> **WORK ORDER**
Should a line below contain the word "鎌倉街道", report it.

Saved data entries:
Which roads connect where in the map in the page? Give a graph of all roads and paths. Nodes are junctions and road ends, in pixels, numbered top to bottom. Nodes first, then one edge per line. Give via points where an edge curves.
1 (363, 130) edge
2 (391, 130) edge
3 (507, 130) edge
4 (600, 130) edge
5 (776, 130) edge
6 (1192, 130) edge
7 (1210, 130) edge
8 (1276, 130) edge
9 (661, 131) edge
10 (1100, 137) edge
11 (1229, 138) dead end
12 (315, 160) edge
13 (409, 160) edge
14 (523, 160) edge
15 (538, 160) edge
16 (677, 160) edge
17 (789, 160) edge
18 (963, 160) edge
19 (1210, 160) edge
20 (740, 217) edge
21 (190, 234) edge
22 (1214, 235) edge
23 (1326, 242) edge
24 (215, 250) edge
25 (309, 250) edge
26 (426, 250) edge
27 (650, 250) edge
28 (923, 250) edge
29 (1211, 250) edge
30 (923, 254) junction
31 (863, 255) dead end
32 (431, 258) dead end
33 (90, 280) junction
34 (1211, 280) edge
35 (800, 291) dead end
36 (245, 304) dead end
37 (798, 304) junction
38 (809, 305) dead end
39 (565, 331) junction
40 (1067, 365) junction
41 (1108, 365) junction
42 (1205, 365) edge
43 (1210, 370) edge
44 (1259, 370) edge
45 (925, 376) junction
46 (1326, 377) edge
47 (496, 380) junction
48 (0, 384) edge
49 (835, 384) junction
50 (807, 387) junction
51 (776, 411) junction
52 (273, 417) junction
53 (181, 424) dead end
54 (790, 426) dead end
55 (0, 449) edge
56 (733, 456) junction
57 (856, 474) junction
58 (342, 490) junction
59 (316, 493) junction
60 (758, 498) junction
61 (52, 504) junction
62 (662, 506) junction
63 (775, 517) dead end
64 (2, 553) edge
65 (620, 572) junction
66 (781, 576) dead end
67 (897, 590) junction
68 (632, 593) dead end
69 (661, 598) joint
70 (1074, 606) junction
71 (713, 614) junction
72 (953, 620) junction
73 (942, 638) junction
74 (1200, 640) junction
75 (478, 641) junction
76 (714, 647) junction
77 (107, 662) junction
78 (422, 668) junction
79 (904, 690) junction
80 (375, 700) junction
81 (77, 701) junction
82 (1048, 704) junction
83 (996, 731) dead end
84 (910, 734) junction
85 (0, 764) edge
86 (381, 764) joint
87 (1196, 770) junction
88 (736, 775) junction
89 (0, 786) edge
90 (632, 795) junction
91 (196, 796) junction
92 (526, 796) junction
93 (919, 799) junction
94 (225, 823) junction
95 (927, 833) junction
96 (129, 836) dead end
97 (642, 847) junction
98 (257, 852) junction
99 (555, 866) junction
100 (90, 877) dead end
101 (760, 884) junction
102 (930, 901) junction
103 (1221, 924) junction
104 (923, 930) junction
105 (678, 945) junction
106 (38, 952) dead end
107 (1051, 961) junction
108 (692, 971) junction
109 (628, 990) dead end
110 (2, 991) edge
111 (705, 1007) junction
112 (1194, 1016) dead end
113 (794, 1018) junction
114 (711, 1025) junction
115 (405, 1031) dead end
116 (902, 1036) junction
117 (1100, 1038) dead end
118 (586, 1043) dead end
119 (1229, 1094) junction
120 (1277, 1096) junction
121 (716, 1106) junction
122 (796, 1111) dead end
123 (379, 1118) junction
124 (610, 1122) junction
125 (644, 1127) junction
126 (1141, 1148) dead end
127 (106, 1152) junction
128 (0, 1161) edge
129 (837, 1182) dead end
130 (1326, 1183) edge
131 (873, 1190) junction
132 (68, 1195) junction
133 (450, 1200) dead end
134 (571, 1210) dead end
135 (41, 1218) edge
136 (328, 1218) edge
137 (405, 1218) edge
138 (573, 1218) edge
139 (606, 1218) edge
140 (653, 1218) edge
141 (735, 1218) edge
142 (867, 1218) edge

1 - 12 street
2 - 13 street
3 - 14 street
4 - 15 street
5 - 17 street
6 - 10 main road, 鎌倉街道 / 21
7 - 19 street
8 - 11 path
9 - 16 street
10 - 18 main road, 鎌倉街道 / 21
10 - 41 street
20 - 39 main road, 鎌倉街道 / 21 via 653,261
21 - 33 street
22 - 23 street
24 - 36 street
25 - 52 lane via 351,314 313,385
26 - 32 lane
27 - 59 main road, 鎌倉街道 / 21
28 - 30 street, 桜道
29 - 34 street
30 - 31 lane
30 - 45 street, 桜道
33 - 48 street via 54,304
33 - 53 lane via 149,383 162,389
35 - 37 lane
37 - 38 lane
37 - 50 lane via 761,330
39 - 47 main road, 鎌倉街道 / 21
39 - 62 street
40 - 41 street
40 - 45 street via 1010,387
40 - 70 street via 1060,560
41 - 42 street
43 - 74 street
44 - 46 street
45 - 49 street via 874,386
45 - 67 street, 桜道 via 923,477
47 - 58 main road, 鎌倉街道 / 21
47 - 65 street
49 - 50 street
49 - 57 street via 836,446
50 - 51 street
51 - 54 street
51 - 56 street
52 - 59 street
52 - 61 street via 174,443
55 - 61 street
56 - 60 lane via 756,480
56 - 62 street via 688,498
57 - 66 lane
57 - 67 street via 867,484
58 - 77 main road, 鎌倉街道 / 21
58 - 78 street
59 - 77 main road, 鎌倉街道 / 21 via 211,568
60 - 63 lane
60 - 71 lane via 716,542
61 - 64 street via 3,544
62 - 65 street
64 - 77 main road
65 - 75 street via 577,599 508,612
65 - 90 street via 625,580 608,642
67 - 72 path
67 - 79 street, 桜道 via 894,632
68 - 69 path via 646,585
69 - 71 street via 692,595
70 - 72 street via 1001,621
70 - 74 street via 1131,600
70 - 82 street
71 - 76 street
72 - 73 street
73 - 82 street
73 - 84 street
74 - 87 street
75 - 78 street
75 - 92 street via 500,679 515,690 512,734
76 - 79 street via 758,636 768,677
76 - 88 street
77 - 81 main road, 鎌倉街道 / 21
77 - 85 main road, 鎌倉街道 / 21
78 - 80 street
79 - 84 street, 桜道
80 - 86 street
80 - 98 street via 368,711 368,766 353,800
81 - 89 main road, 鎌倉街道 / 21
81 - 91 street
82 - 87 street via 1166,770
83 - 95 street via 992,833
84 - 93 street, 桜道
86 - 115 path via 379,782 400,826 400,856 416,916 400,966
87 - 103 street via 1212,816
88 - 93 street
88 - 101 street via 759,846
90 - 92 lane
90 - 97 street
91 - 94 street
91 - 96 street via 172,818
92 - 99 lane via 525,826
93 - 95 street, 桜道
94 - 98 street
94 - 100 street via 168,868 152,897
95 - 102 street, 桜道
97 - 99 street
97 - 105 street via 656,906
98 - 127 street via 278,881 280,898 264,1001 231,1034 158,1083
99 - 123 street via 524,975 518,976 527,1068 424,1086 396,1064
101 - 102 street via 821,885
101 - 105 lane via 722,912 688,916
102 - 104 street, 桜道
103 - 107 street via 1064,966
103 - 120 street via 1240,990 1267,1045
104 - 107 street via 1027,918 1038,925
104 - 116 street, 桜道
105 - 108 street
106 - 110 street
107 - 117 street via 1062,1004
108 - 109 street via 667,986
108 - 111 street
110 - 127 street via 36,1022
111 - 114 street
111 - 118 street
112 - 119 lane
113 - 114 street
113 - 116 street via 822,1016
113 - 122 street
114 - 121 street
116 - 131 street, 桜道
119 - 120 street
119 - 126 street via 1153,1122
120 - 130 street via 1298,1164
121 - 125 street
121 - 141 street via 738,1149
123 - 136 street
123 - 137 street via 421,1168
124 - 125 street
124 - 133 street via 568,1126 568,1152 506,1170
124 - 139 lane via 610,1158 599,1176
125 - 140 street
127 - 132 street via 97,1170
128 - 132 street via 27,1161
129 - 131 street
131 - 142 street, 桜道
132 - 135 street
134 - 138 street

> **ANSWER TO THIS EXERCISE**
6 - 10 main road, 鎌倉街道 / 21
10 - 18 main road, 鎌倉街道 / 21
20 - 39 main road, 鎌倉街道 / 21 via 653,261
27 - 59 main road, 鎌倉街道 / 21
39 - 47 main road, 鎌倉街道 / 21
47 - 58 main road, 鎌倉街道 / 21
58 - 77 main road, 鎌倉街道 / 21
59 - 77 main road, 鎌倉街道 / 21 via 211,568
77 - 81 main road, 鎌倉街道 / 21
77 - 85 main road, 鎌倉街道 / 21
81 - 89 main road, 鎌倉街道 / 21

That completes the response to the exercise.